• Work order
Say the data back exactly as it is written below.

• Exercise data
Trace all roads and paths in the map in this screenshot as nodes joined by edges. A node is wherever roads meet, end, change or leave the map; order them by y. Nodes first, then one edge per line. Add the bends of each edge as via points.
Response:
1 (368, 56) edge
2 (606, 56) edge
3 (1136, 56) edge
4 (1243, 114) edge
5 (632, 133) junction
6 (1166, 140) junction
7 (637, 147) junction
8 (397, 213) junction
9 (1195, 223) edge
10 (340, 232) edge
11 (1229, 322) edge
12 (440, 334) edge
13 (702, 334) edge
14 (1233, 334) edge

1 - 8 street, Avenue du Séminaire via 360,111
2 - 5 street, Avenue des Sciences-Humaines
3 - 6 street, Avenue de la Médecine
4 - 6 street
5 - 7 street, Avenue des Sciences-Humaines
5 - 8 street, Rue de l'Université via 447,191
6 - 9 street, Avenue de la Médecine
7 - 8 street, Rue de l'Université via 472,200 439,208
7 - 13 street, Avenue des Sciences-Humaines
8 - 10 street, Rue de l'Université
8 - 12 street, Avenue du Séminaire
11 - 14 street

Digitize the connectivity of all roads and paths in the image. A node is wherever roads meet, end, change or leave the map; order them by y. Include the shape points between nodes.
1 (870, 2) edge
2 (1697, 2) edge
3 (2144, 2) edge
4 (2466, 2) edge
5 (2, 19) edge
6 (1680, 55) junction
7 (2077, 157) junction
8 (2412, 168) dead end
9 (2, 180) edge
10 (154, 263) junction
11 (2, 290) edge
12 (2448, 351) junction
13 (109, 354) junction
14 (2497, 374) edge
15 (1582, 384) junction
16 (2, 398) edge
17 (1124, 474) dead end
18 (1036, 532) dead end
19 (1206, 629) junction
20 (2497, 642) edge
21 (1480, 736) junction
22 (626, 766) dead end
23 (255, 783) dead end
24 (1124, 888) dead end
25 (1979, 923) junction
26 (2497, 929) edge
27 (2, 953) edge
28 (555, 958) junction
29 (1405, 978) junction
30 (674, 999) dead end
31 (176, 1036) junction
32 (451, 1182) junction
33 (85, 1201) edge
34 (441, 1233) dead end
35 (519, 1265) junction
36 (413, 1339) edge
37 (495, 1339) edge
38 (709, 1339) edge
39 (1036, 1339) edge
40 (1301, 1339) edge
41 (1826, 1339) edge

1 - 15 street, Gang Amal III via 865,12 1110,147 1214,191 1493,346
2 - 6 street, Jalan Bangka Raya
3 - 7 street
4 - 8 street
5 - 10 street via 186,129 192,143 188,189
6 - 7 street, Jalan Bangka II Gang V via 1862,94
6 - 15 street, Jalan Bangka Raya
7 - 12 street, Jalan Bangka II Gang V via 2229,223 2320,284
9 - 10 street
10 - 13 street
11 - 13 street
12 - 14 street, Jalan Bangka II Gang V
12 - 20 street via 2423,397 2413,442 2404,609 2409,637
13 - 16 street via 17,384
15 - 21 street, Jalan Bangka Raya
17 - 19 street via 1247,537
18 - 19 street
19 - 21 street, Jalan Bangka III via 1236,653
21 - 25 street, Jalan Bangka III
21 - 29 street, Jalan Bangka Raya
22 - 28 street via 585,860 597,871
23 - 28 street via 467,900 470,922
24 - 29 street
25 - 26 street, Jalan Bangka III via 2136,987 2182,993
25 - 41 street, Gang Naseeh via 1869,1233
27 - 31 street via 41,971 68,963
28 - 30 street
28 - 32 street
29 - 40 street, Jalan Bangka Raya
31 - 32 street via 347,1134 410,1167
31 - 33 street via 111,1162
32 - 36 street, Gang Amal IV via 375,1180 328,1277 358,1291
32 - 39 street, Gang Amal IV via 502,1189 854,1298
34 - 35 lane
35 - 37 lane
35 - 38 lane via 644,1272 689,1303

• Exercise result
Trace all roads and paths in the map in this screenshot as nodes joined by edges. A node is wherever roads meet, end, change or leave the map; order them by y. Nodes first, then one edge per line. Add the bends of each edge as via points.
Response:
1 (368, 56) edge
2 (606, 56) edge
3 (1136, 56) edge
4 (1243, 114) edge
5 (632, 133) junction
6 (1166, 140) junction
7 (637, 147) junction
8 (397, 213) junction
9 (1195, 223) edge
10 (340, 232) edge
11 (1229, 322) edge
12 (440, 334) edge
13 (702, 334) edge
14 (1233, 334) edge

1 - 8 street, Avenue du Séminaire via 360,111
2 - 5 street, Avenue des Sciences-Humaines
3 - 6 street, Avenue de la Médecine
4 - 6 street
5 - 7 street, Avenue des Sciences-Humaines
5 - 8 street, Rue de l'Université via 447,191
6 - 9 street, Avenue de la Médecine
7 - 8 street, Rue de l'Université via 472,200 439,208
7 - 13 street, Avenue des Sciences-Humaines
8 - 10 street, Rue de l'Université
8 - 12 street, Avenue du Séminaire
11 - 14 street

Digitize the connectivity of all roads and paths in the image. A node is wherever roads meet, end, change or leave the map; order them by y. Include the shape points between nodes.
1 (870, 2) edge
2 (1697, 2) edge
3 (2144, 2) edge
4 (2466, 2) edge
5 (2, 19) edge
6 (1680, 55) junction
7 (2077, 157) junction
8 (2412, 168) dead end
9 (2, 180) edge
10 (154, 263) junction
11 (2, 290) edge
12 (2448, 351) junction
13 (109, 354) junction
14 (2497, 374) edge
15 (1582, 384) junction
16 (2, 398) edge
17 (1124, 474) dead end
18 (1036, 532) dead end
19 (1206, 629) junction
20 (2497, 642) edge
21 (1480, 736) junction
22 (626, 766) dead end
23 (255, 783) dead end
24 (1124, 888) dead end
25 (1979, 923) junction
26 (2497, 929) edge
27 (2, 953) edge
28 (555, 958) junction
29 (1405, 978) junction
30 (674, 999) dead end
31 (176, 1036) junction
32 (451, 1182) junction
33 (85, 1201) edge
34 (441, 1233) dead end
35 (519, 1265) junction
36 (413, 1339) edge
37 (495, 1339) edge
38 (709, 1339) edge
39 (1036, 1339) edge
40 (1301, 1339) edge
41 (1826, 1339) edge

1 - 15 street, Gang Amal III via 865,12 1110,147 1214,191 1493,346
2 - 6 street, Jalan Bangka Raya
3 - 7 street
4 - 8 street
5 - 10 street via 186,129 192,143 188,189
6 - 7 street, Jalan Bangka II Gang V via 1862,94
6 - 15 street, Jalan Bangka Raya
7 - 12 street, Jalan Bangka II Gang V via 2229,223 2320,284
9 - 10 street
10 - 13 street
11 - 13 street
12 - 14 street, Jalan Bangka II Gang V
12 - 20 street via 2423,397 2413,442 2404,609 2409,637
13 - 16 street via 17,384
15 - 21 street, Jalan Bangka Raya
17 - 19 street via 1247,537
18 - 19 street
19 - 21 street, Jalan Bangka III via 1236,653
21 - 25 street, Jalan Bangka III
21 - 29 street, Jalan Bangka Raya
22 - 28 street via 585,860 597,871
23 - 28 street via 467,900 470,922
24 - 29 street
25 - 26 street, Jalan Bangka III via 2136,987 2182,993
25 - 41 street, Gang Naseeh via 1869,1233
27 - 31 street via 41,971 68,963
28 - 30 street
28 - 32 street
29 - 40 street, Jalan Bangka Raya
31 - 32 street via 347,1134 410,1167
31 - 33 street via 111,1162
32 - 36 street, Gang Amal IV via 375,1180 328,1277 358,1291
32 - 39 street, Gang Amal IV via 502,1189 854,1298
34 - 35 lane
35 - 37 lane
35 - 38 lane via 644,1272 689,1303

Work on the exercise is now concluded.